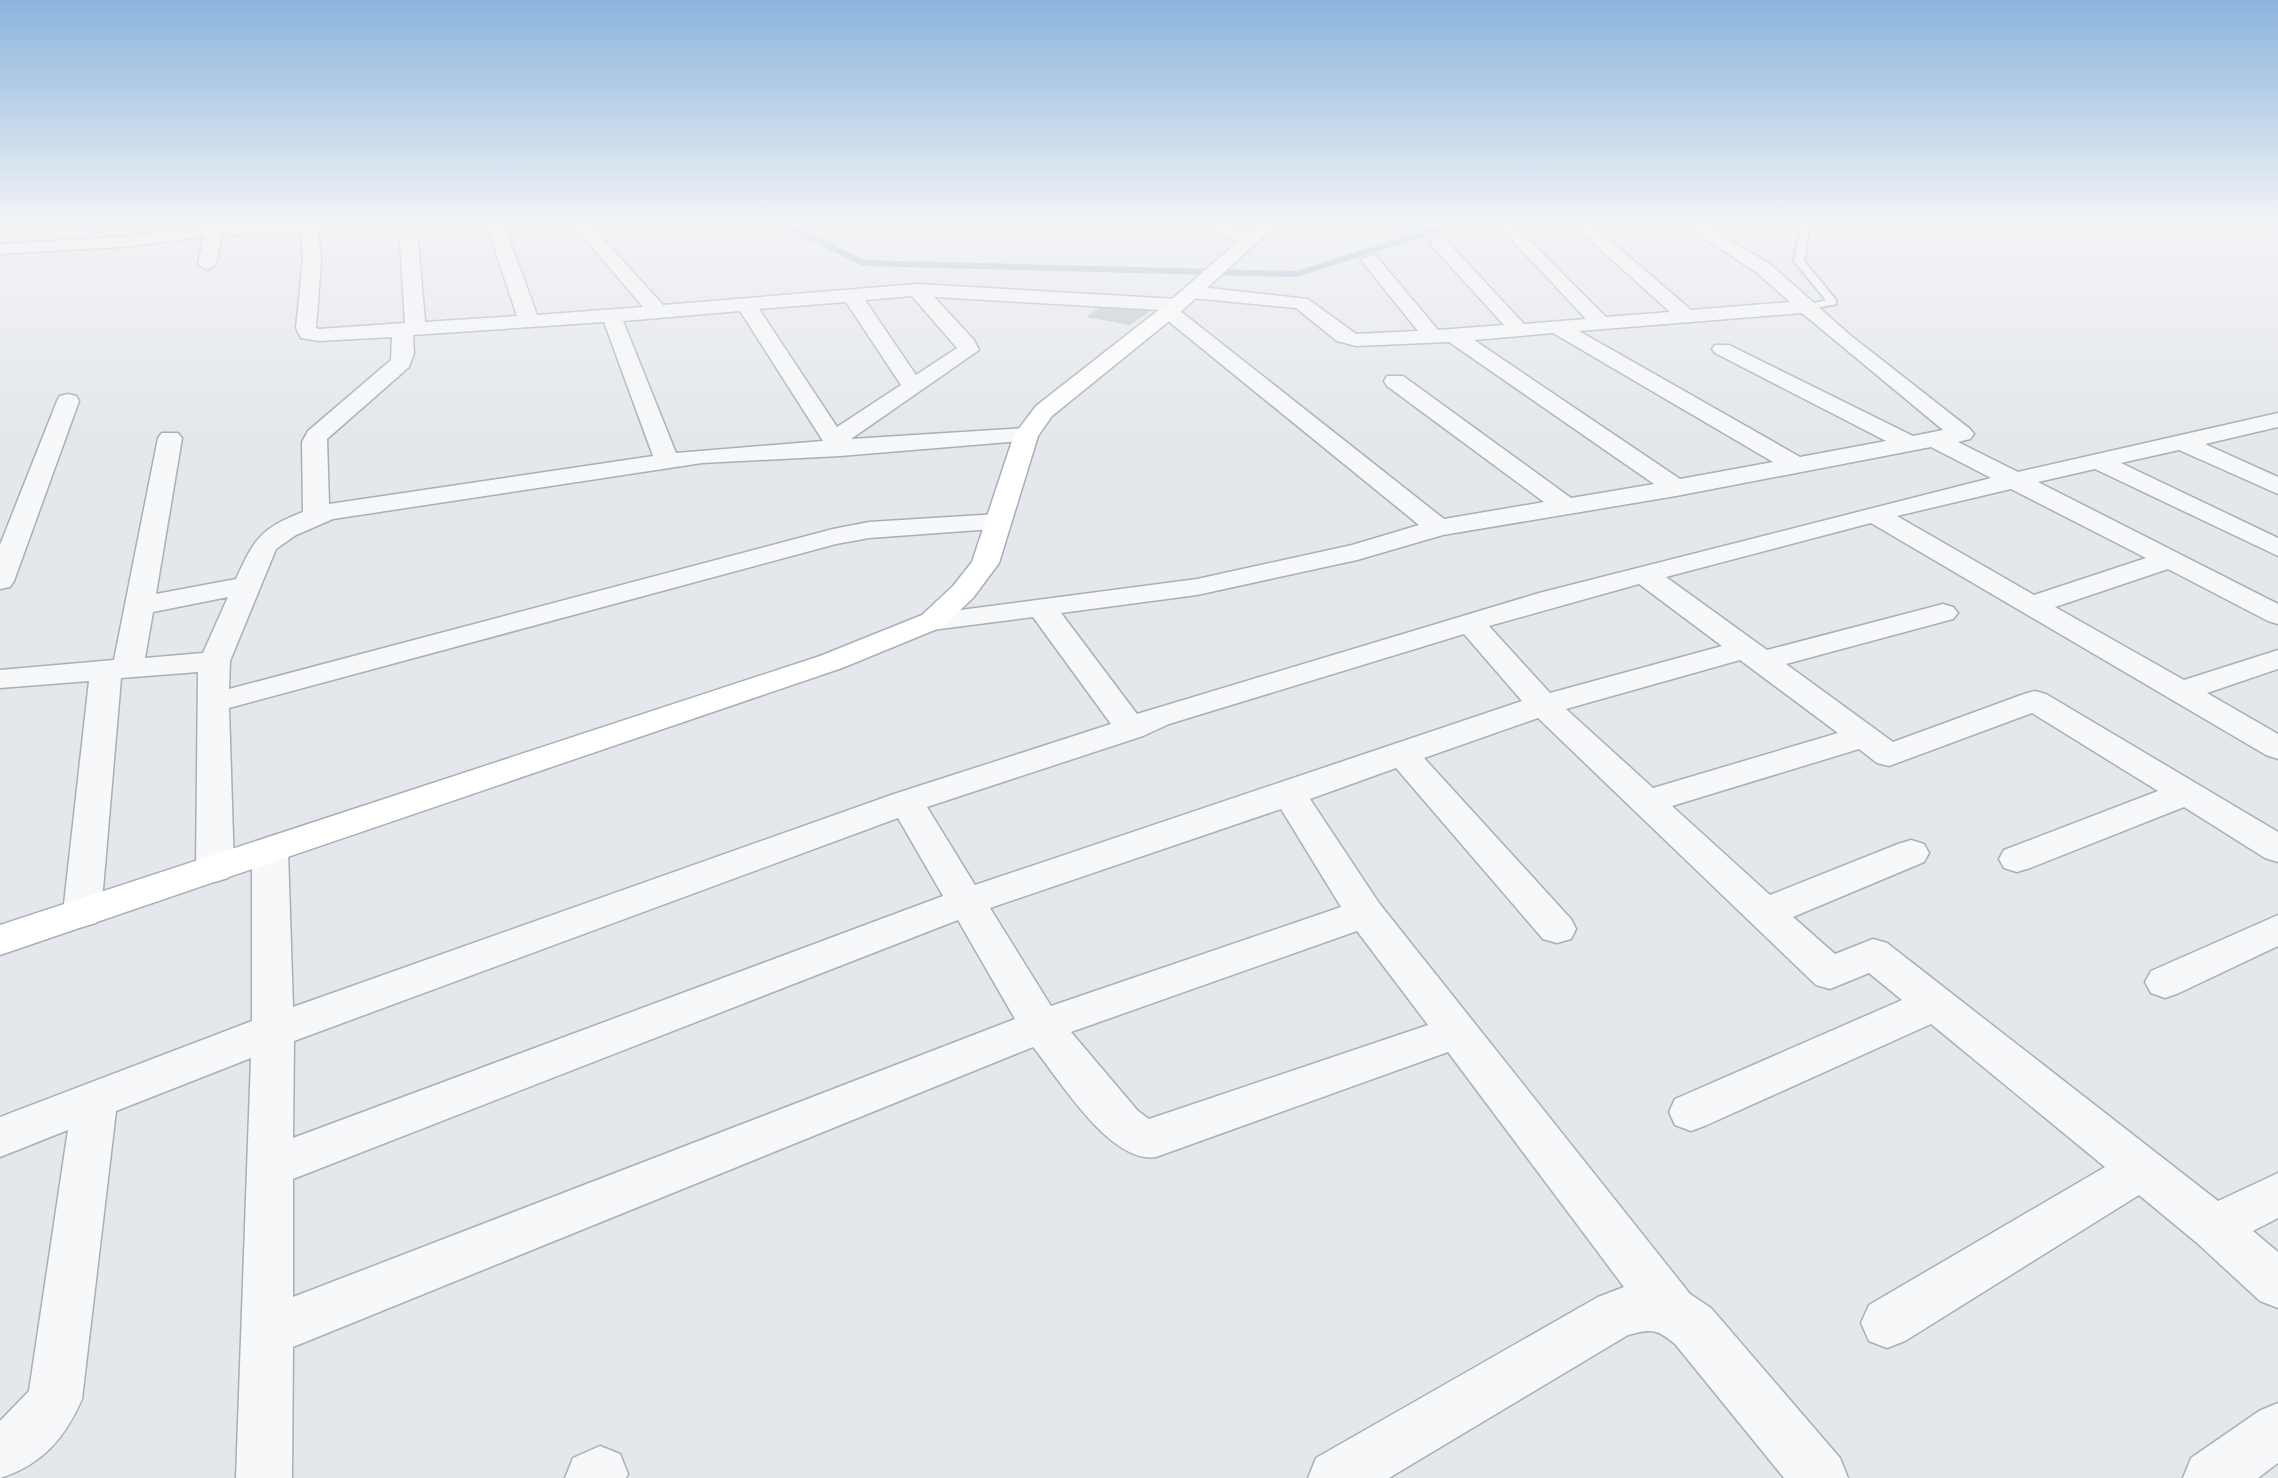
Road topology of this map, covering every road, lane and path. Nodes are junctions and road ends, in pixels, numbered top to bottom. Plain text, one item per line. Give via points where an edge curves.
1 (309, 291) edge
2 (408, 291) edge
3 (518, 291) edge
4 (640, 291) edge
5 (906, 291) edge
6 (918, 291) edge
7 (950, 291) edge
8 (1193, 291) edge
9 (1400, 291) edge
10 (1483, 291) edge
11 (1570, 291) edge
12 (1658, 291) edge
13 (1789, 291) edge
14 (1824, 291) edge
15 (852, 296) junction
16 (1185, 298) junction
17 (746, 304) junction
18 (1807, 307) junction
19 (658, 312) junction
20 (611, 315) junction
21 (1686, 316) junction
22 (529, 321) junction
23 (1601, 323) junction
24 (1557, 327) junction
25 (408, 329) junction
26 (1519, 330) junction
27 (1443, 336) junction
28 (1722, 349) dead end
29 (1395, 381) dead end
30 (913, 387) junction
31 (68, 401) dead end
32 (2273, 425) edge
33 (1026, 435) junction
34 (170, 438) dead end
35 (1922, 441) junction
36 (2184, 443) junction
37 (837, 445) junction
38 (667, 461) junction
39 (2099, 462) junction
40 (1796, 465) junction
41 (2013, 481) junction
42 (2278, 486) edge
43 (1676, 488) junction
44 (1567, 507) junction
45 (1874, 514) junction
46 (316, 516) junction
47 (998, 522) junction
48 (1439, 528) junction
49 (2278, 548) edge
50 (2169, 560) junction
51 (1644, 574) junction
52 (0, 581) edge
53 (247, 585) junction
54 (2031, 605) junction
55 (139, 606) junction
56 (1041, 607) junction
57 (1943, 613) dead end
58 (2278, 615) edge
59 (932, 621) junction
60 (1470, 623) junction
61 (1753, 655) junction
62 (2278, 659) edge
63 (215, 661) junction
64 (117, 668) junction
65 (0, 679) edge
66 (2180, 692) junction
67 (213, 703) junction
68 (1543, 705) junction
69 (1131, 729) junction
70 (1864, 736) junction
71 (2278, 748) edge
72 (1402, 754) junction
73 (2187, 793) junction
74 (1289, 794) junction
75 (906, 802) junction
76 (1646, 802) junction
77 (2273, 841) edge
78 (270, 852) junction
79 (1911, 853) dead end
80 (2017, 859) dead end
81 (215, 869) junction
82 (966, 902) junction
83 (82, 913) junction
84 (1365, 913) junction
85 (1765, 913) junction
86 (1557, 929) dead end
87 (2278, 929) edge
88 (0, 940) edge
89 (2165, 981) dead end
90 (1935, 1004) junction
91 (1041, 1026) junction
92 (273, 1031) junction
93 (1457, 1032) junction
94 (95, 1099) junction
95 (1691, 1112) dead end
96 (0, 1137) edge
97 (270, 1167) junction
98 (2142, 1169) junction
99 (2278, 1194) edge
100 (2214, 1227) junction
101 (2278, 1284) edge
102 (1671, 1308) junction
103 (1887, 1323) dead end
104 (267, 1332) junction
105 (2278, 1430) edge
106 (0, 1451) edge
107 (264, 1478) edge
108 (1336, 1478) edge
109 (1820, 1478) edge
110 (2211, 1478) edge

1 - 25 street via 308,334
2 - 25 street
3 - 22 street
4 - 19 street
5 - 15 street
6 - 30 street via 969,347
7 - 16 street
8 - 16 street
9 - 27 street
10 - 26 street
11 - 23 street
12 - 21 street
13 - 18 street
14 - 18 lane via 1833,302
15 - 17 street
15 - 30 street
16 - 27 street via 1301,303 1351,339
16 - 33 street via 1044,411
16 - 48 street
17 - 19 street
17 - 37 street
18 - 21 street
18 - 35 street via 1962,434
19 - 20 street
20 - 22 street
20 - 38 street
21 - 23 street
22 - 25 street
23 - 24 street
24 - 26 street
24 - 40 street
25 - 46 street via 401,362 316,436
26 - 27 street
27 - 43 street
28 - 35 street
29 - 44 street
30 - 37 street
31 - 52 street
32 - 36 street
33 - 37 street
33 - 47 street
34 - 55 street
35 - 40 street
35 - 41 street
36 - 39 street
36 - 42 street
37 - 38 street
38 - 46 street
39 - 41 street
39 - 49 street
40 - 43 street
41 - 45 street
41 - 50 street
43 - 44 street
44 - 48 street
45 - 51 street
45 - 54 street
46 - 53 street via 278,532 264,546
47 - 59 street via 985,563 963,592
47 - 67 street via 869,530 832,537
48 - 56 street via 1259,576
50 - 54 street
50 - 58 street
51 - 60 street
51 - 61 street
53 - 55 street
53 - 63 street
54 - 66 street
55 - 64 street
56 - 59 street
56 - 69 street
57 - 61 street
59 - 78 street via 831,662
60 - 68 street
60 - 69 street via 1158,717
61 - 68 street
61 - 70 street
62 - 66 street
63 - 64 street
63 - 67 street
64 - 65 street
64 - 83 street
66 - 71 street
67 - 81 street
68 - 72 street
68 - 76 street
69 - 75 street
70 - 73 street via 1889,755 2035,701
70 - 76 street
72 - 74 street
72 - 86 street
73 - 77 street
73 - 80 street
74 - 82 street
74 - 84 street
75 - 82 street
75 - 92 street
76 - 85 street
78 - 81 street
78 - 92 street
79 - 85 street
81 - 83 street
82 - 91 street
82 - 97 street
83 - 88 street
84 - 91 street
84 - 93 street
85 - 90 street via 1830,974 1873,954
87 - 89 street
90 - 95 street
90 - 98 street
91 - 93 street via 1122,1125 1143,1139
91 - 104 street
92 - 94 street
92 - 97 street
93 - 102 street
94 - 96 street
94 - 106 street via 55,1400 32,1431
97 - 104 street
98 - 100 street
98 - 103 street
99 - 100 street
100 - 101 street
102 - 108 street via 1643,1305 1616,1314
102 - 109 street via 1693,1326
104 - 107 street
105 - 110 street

TASK REQUIREMENTS >>
Write out the material above exactly; no pictures.

EXERCISE RESPONSE >>
Road topology of this map, covering every road, lane and path. Nodes are junctions and road ends, in pixels, numbered top to bottom. Plain text, one item per line. Give via points where an edge curves.
1 (309, 291) edge
2 (408, 291) edge
3 (518, 291) edge
4 (640, 291) edge
5 (906, 291) edge
6 (918, 291) edge
7 (950, 291) edge
8 (1193, 291) edge
9 (1400, 291) edge
10 (1483, 291) edge
11 (1570, 291) edge
12 (1658, 291) edge
13 (1789, 291) edge
14 (1824, 291) edge
15 (852, 296) junction
16 (1185, 298) junction
17 (746, 304) junction
18 (1807, 307) junction
19 (658, 312) junction
20 (611, 315) junction
21 (1686, 316) junction
22 (529, 321) junction
23 (1601, 323) junction
24 (1557, 327) junction
25 (408, 329) junction
26 (1519, 330) junction
27 (1443, 336) junction
28 (1722, 349) dead end
29 (1395, 381) dead end
30 (913, 387) junction
31 (68, 401) dead end
32 (2273, 425) edge
33 (1026, 435) junction
34 (170, 438) dead end
35 (1922, 441) junction
36 (2184, 443) junction
37 (837, 445) junction
38 (667, 461) junction
39 (2099, 462) junction
40 (1796, 465) junction
41 (2013, 481) junction
42 (2278, 486) edge
43 (1676, 488) junction
44 (1567, 507) junction
45 (1874, 514) junction
46 (316, 516) junction
47 (998, 522) junction
48 (1439, 528) junction
49 (2278, 548) edge
50 (2169, 560) junction
51 (1644, 574) junction
52 (0, 581) edge
53 (247, 585) junction
54 (2031, 605) junction
55 (139, 606) junction
56 (1041, 607) junction
57 (1943, 613) dead end
58 (2278, 615) edge
59 (932, 621) junction
60 (1470, 623) junction
61 (1753, 655) junction
62 (2278, 659) edge
63 (215, 661) junction
64 (117, 668) junction
65 (0, 679) edge
66 (2180, 692) junction
67 (213, 703) junction
68 (1543, 705) junction
69 (1131, 729) junction
70 (1864, 736) junction
71 (2278, 748) edge
72 (1402, 754) junction
73 (2187, 793) junction
74 (1289, 794) junction
75 (906, 802) junction
76 (1646, 802) junction
77 (2273, 841) edge
78 (270, 852) junction
79 (1911, 853) dead end
80 (2017, 859) dead end
81 (215, 869) junction
82 (966, 902) junction
83 (82, 913) junction
84 (1365, 913) junction
85 (1765, 913) junction
86 (1557, 929) dead end
87 (2278, 929) edge
88 (0, 940) edge
89 (2165, 981) dead end
90 (1935, 1004) junction
91 (1041, 1026) junction
92 (273, 1031) junction
93 (1457, 1032) junction
94 (95, 1099) junction
95 (1691, 1112) dead end
96 (0, 1137) edge
97 (270, 1167) junction
98 (2142, 1169) junction
99 (2278, 1194) edge
100 (2214, 1227) junction
101 (2278, 1284) edge
102 (1671, 1308) junction
103 (1887, 1323) dead end
104 (267, 1332) junction
105 (2278, 1430) edge
106 (0, 1451) edge
107 (264, 1478) edge
108 (1336, 1478) edge
109 (1820, 1478) edge
110 (2211, 1478) edge

1 - 25 street via 308,334
2 - 25 street
3 - 22 street
4 - 19 street
5 - 15 street
6 - 30 street via 969,347
7 - 16 street
8 - 16 street
9 - 27 street
10 - 26 street
11 - 23 street
12 - 21 street
13 - 18 street
14 - 18 lane via 1833,302
15 - 17 street
15 - 30 street
16 - 27 street via 1301,303 1351,339
16 - 33 street via 1044,411
16 - 48 street
17 - 19 street
17 - 37 street
18 - 21 street
18 - 35 street via 1962,434
19 - 20 street
20 - 22 street
20 - 38 street
21 - 23 street
22 - 25 street
23 - 24 street
24 - 26 street
24 - 40 street
25 - 46 street via 401,362 316,436
26 - 27 street
27 - 43 street
28 - 35 street
29 - 44 street
30 - 37 street
31 - 52 street
32 - 36 street
33 - 37 street
33 - 47 street
34 - 55 street
35 - 40 street
35 - 41 street
36 - 39 street
36 - 42 street
37 - 38 street
38 - 46 street
39 - 41 street
39 - 49 street
40 - 43 street
41 - 45 street
41 - 50 street
43 - 44 street
44 - 48 street
45 - 51 street
45 - 54 street
46 - 53 street via 278,532 264,546
47 - 59 street via 985,563 963,592
47 - 67 street via 869,530 832,537
48 - 56 street via 1259,576
50 - 54 street
50 - 58 street
51 - 60 street
51 - 61 street
53 - 55 street
53 - 63 street
54 - 66 street
55 - 64 street
56 - 59 street
56 - 69 street
57 - 61 street
59 - 78 street via 831,662
60 - 68 street
60 - 69 street via 1158,717
61 - 68 street
61 - 70 street
62 - 66 street
63 - 64 street
63 - 67 street
64 - 65 street
64 - 83 street
66 - 71 street
67 - 81 street
68 - 72 street
68 - 76 street
69 - 75 street
70 - 73 street via 1889,755 2035,701
70 - 76 street
72 - 74 street
72 - 86 street
73 - 77 street
73 - 80 street
74 - 82 street
74 - 84 street
75 - 82 street
75 - 92 street
76 - 85 street
78 - 81 street
78 - 92 street
79 - 85 street
81 - 83 street
82 - 91 street
82 - 97 street
83 - 88 street
84 - 91 street
84 - 93 street
85 - 90 street via 1830,974 1873,954
87 - 89 street
90 - 95 street
90 - 98 street
91 - 93 street via 1122,1125 1143,1139
91 - 104 street
92 - 94 street
92 - 97 street
93 - 102 street
94 - 96 street
94 - 106 street via 55,1400 32,1431
97 - 104 street
98 - 100 street
98 - 103 street
99 - 100 street
100 - 101 street
102 - 108 street via 1643,1305 1616,1314
102 - 109 street via 1693,1326
104 - 107 street
105 - 110 street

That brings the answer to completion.